* Activity: Show every line from the entries that follow which holds the word "Pine".

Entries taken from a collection
################
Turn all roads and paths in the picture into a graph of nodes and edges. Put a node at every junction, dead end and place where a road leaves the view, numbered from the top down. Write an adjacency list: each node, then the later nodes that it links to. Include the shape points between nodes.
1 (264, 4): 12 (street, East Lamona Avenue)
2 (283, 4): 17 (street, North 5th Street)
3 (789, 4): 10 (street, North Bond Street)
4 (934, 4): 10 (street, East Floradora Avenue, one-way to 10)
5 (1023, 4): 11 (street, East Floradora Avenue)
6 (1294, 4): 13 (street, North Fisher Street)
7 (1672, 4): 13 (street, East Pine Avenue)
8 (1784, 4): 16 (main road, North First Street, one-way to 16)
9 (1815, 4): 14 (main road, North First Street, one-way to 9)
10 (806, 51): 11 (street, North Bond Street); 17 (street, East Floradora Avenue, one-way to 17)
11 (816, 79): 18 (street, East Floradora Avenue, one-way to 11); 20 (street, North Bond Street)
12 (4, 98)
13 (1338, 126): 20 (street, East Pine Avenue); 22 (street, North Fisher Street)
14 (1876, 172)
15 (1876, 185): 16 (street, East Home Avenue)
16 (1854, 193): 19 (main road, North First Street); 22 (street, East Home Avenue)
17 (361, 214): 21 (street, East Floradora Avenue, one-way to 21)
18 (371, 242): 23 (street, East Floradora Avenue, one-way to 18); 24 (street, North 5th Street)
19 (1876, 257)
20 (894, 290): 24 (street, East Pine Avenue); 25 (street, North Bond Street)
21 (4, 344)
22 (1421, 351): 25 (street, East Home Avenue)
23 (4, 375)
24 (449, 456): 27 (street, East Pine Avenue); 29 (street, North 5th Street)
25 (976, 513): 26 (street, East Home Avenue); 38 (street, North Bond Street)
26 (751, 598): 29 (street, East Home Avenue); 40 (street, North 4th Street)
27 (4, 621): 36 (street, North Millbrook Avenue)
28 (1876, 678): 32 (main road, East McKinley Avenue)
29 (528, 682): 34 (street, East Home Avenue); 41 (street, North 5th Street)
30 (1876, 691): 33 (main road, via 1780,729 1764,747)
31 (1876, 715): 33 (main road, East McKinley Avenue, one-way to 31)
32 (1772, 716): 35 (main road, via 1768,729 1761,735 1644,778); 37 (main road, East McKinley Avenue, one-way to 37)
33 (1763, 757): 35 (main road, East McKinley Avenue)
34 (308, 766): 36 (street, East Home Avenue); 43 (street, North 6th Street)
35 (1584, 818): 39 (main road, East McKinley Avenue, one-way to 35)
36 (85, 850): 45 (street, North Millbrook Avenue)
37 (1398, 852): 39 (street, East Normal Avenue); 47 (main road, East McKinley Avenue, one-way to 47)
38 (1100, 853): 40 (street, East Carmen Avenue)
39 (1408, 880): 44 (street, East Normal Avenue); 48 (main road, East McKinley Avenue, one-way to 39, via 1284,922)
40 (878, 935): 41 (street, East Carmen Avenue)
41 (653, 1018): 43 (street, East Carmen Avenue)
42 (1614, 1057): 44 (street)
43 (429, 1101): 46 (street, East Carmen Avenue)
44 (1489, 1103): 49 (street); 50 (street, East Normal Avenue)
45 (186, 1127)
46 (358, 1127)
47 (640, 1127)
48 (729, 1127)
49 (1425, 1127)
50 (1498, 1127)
################
* Answer to this problem:
7 (1672, 4): 13 (street, East Pine Avenue)
13 (1338, 126): 20 (street, East Pine Avenue); 22 (street, North Fisher Street)
20 (894, 290): 24 (street, East Pine Avenue); 25 (street, North Bond Street)
24 (449, 456): 27 (street, East Pine Avenue); 29 (street, North 5th Street)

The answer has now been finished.